# bad range day



## txpete (Nov 29, 2006)

just a bad day at the range today.I wanted to dial in my t/c contenders on the rifle range.one which is a 10" scoped 223 and explained to the range asst. that I would be firing a pistol at the 25 yard line to dial in the scope.he said no problem and it was ok.the rifle side range has a 25 yard zero line just for doing this.
well the long story short is the range owner saw me shooting my "pistol" on the rifle side and pulled my membership card and then when I asked to talk to him about it he refused.the lady in the office was nice and said she was sorry but thats just the way he is.
so just a heads up guys.y'all might want to pass on this range.its on 183 just north of florance tx.pretty sad as it is a clean range oh well.
pete
on the plus side the t/c shot great:smt023
10" bull 223 with a burris 1.5x4 scope


----------



## kenn (Dec 13, 2007)

*Near Georgetown?*

I don't know about the "customer is always right" - what about the customer "always wins"

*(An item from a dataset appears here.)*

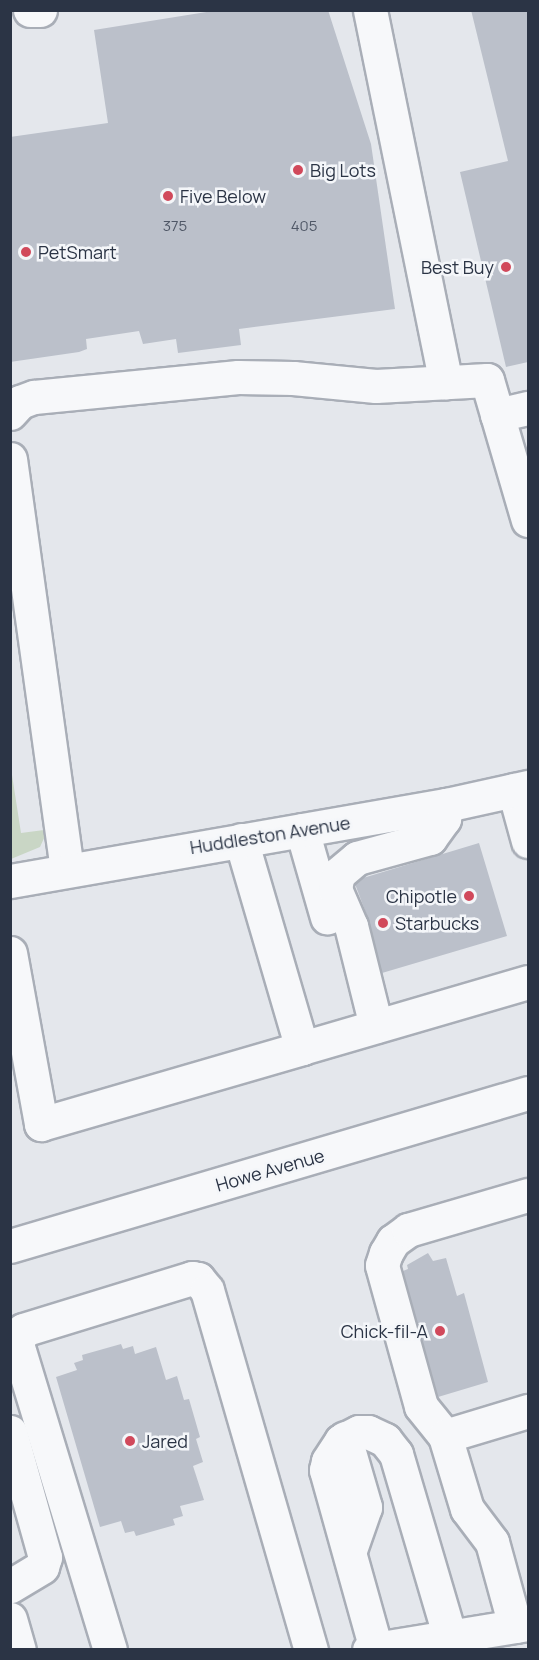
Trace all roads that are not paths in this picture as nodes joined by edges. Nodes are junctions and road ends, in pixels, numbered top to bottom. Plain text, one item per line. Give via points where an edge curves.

You could give him a merchant review! Nice glowing one!:smt076

http://www.merchantcircle.com/business/Stan.Shooting.Range.254-793-3906

http://www.yellowbot.com/stan-shooting-range-florence-tx.html


----------



## txpete (Nov 29, 2006)

thanks good info just the wrong range.this is a new range "astro shooting range" and not stans shooting range.I am sure if he treats his other customers as bad the range will be empty soon.
pete


----------



## Baldy (Jun 21, 2006)

Good looking pistol you have there Pete:drooling:. You going after a deer next year?:smt023
Guy that owens the place wants to be a jerk. He'll run the people off in due time.:smt170


----------